Mais... tu as lu la news ? Une backdoor grand ouverte ? Va lire les étapes pour passer le CPU en mode red unlocked et revient nous expliquer que c'est une backdoor grande ouverte.
C'est irréaliste de produire la moindre attaque de cette manière, et avec un accès physique il a 1000 fois plus efficace et plus simple à faire comme attaque.

Faut que tu arrêtes de raconter n'importe quoi toi.
par Herman59000, le Lundi 22 Mars 2021 à 23h05  
Des petits trous, des petits trous, toujours des petits trous.
par m en Alsace, le Lundi 22 Mars 2021 à 18h05  
par Jemporte le Lundi 22 Mars 2021 à 01h41
J'y vois plutôt une backdoor grande ouverte et pas fermée. On va peut-être pouvoir s'en protéger mais d'autres qu'Intel sont désormais au courant. Des soucis en perspectives qui appellent des solutions...
Non, c'est pas une bonne nouvelle.
A la lecture de vos ragots, je crois qu'on est plusieurs à avoir compris que le débat se dirigeait plutôt sur 'serait-ce une bonne chose ou non que de retirer (si on le pouvait), le Management Engine d'Intel (dont l'EFF lui-même qualifierait apparemment de backdoor)?'. Apporte-t-il plus de sécurité ou d''intrusion à l'utilisateur?

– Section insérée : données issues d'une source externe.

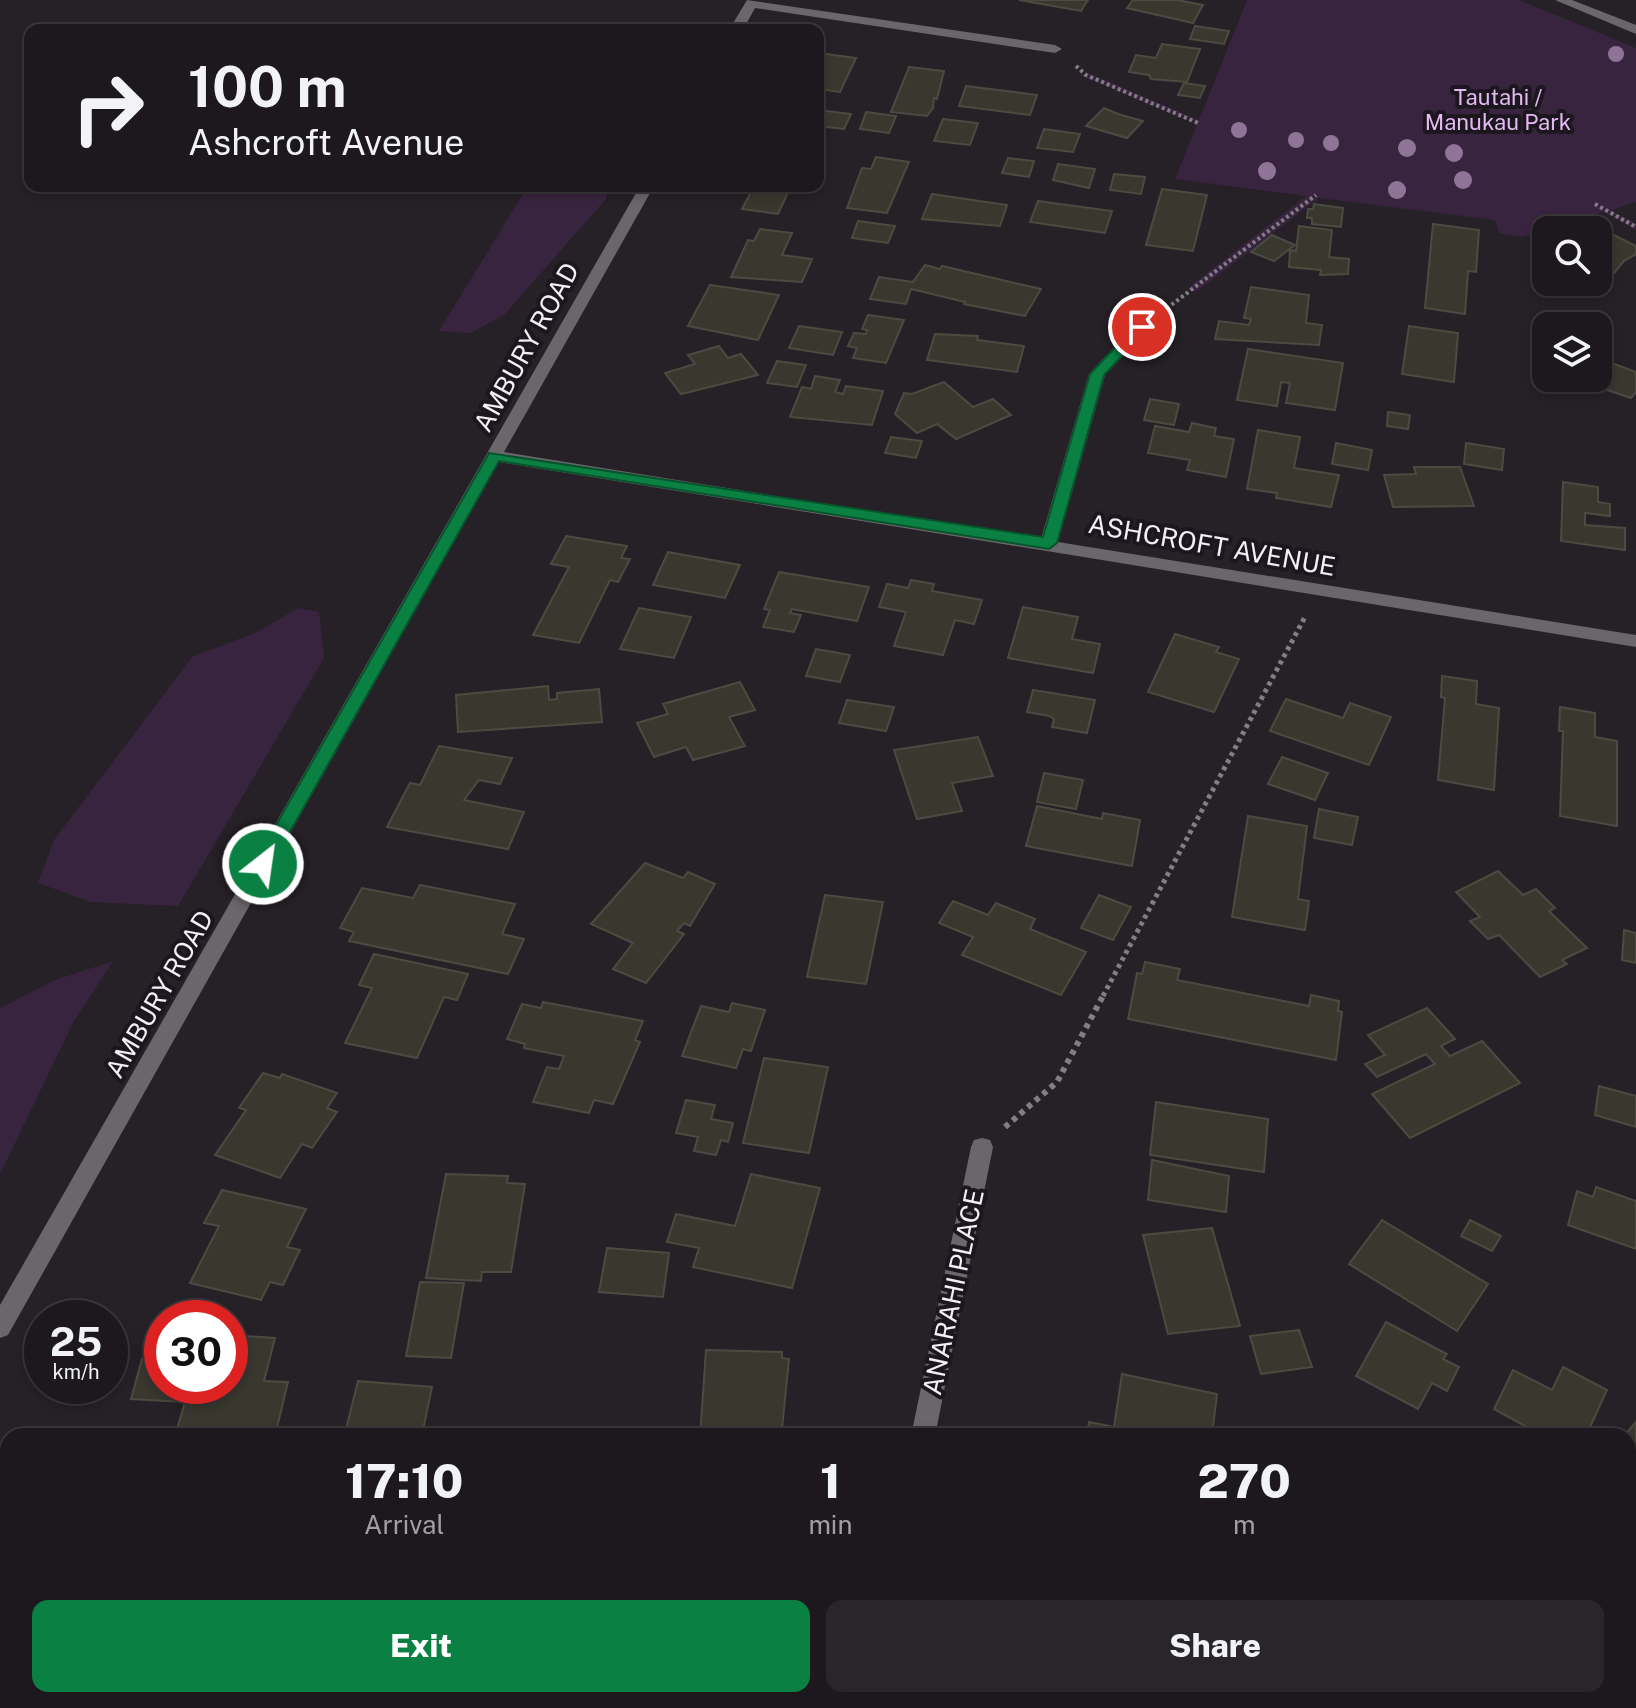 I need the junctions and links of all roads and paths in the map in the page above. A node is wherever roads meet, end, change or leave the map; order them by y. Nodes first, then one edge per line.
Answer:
1 (1569, 1) edge
2 (752, 2) edge
3 (739, 24) edge
4 (1636, 30) edge
5 (1055, 49) joint
6 (1198, 123) dead end
7 (644, 192) edge
8 (1316, 195) dead end
9 (1595, 204) dead end
10 (1636, 227) edge
11 (1142, 327) joint
12 (495, 456) junction
13 (1049, 543) junction
14 (1319, 589) junction
15 (1636, 641) edge
16 (982, 1147) joint
17 (0, 1327) edge
18 (925, 1428) edge

1 - 4 street
2 - 3 street
2 - 5 street
5 - 6 path
7 - 12 street, AMBURY ROAD
8 - 11 path
9 - 10 path
11 - 13 street
12 - 13 street, ASHCROFT AVENUE
12 - 17 street, AMBURY ROAD
13 - 14 street, ASHCROFT AVENUE
14 - 15 street, ASHCROFT AVENUE
14 - 16 path
16 - 18 street, ANARAHI PLACE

Sur le fond du sujet, l'idée que les grands serveurs sur lesquelles transitent nos données pourraient être compromis grâce à cette découverte par des chinoisdufbi infiltrés sur places, ça, je pense que personne n'en n'est ravie.
par Un hardeur des ragots en Île-de-France, le Lundi 22 Mars 2021 à 07h44  
On a eu des photo dans les leaks de la NSA montrant des personnes en train de "reconditionner" des routeurs avant envoie vers les clients finaux. Donc oui, ça va pas arriver demain dans nos chaumières, mais c'est carrément à la portée des états ou des groupes criminels.